C’est entre seize pays d’ici et d’ailleurs que le dernier roman de Benoît Vincent a pris racine, marqué par les ambiances du voyage et du vagabondage, par le ressac à la caresse mystique et par le cobalt du ciel.
Féroce, sauvagerie de la nature minérale et de l’homme fauve, s’écrit de cette langue rocailleuse et terrestre qui rythme Farigoule Bastard, nous entraînant dans une nouvelle odyssée éblouissante aux côtés d’un individu lancé à la recherche d’un ouvrage mystérieux.
« Comme Dombles et lui arrivèrent à la fête, devant la variété des hôtes présents, Drieu ne pouvait que constater la force de l’amnésie — ou d’espièglerie — du Très-Haut. Toutes sortes de gens se mélangeaient, tout le répertoire des raisons sociales, tout le vestiaire des panoplies, et cela faisait comme un carnaval impromptu. Le Très-Haut avait bien calculé son coup. Il savait que la variété était modulable ; il avait surtout compris qu’elle était reproductible.

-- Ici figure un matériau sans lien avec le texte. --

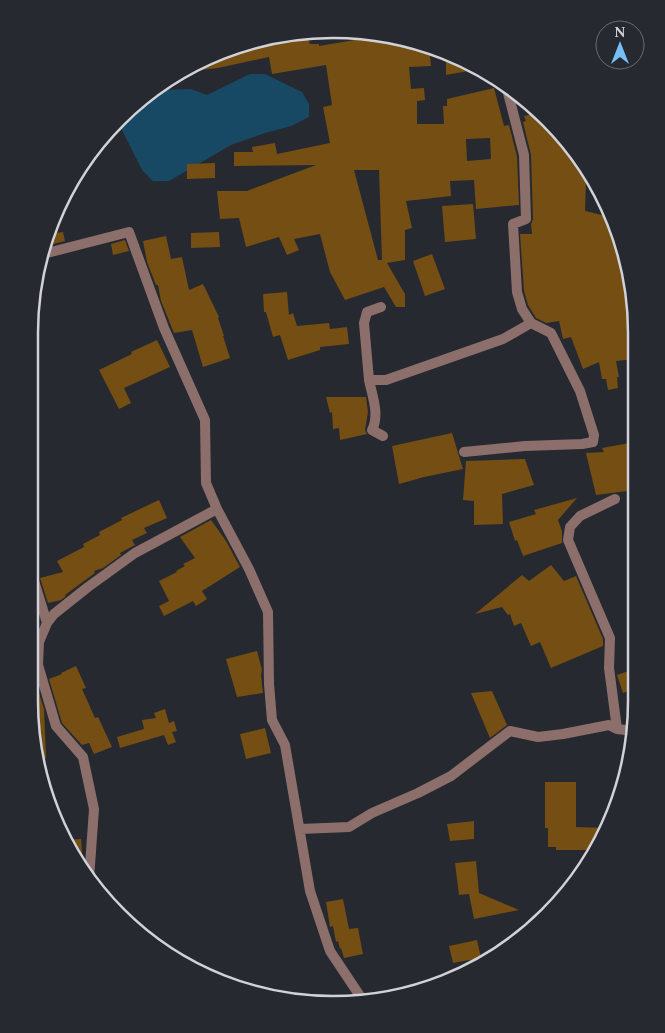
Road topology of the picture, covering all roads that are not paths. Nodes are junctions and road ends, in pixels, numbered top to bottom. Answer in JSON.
{"nodes":[{"id":1,"x":508,"y":95,"type":"edge"},
{"id":2,"x":49,"y":252,"type":"edge"},
{"id":3,"x":381,"y":308,"type":"dead end"},
{"id":4,"x":531,"y":323,"type":"junction"},
{"id":5,"x":369,"y":380,"type":"junction"},
{"id":6,"x":383,"y":436,"type":"dead end"},
{"id":7,"x":464,"y":452,"type":"dead end"},
{"id":8,"x":615,"y":499,"type":"dead end"},
{"id":9,"x":217,"y":509,"type":"junction"},
{"id":10,"x":38,"y":596,"type":"edge"},
{"id":11,"x":46,"y":623,"type":"junction"},
{"id":12,"x":38,"y":642,"type":"edge"},
{"id":13,"x":38,"y":642,"type":"edge"},
{"id":14,"x":38,"y":665,"type":"edge"},
{"id":15,"x":38,"y":665,"type":"edge"},
{"id":16,"x":617,"y":729,"type":"junction"},
{"id":17,"x":626,"y":730,"type":"edge"},
{"id":18,"x":300,"y":829,"type":"junction"},
{"id":19,"x":90,"y":868,"type":"edge"},
{"id":20,"x":359,"y":994,"type":"edge"}],
"edges":[{"from":1,"to":4,"type":"street"},
{"from":2,"to":9,"type":"street"},
{"from":3,"to":5,"type":"street"},
{"from":4,"to":5,"type":"street"},
{"from":4,"to":7,"type":"street"},
{"from":5,"to":6,"type":"street"},
{"from":8,"to":16,"type":"street"},
{"from":9,"to":11,"type":"street"},
{"from":9,"to":18,"type":"street"},
{"from":10,"to":11,"type":"street"},
{"from":11,"to":13,"type":"street"},
{"from":12,"to":15,"type":"street"},
{"from":14,"to":19,"type":"street"},
{"from":16,"to":17,"type":"street"},
{"from":16,"to":18,"type":"street"},
{"from":18,"to":20,"type":"street"}]}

[…] Ils s’arrêtèrent sur une petite vire rocheuse qui surplombait une minuscule vallée de ruisseaux à sec. Ils s’assirent sur un muret de pierres sèches à moitié éboulé. “Parfois, dit alors Félix, je me dis que Dieu est oublieux. Il a créé les plantes, les animaux et l’homme. Et puis le lendemain, ayant oublié qu’il avait déjà créé telle ou telle sorte d’animal ou de plante, il a recommencé ; et le surlendemain il a recommencé ; bien sûr on ne fait jamais deux fois exactement la même chose, alors ça a donné toute la variété du vivant, et tous les problèmes que ça nous pose à nous ensuite, de distinguer entre deux-cents épervières, cinq cents pissenlits ou mille ronces !»
Première publication des éditions Bakélite, ce livre se meut de façon organique, dans les méandres de rencontres fortuites, d’anecdotes glanées qui s’entrecoupent et d’émerveillements en eaux troubles. Écrivain en mal d’inspiration, Drieu s’est accordé quelques vacances, pensant jouir d’une solitude errante à la croisée des chemins.
Mais quelqu’un, au détour d’une soirée agitée et embrouillée, lui parle d’un livre, du Livre, légendaire et éparpillé aux quatre coins du bassin méditerranéen. Ce recueil brumeux devient quête, que Drieu suit en traversant le charivari d’une fête vitriolique, des nuits sous le ciel étoilé et les tremblements de terre.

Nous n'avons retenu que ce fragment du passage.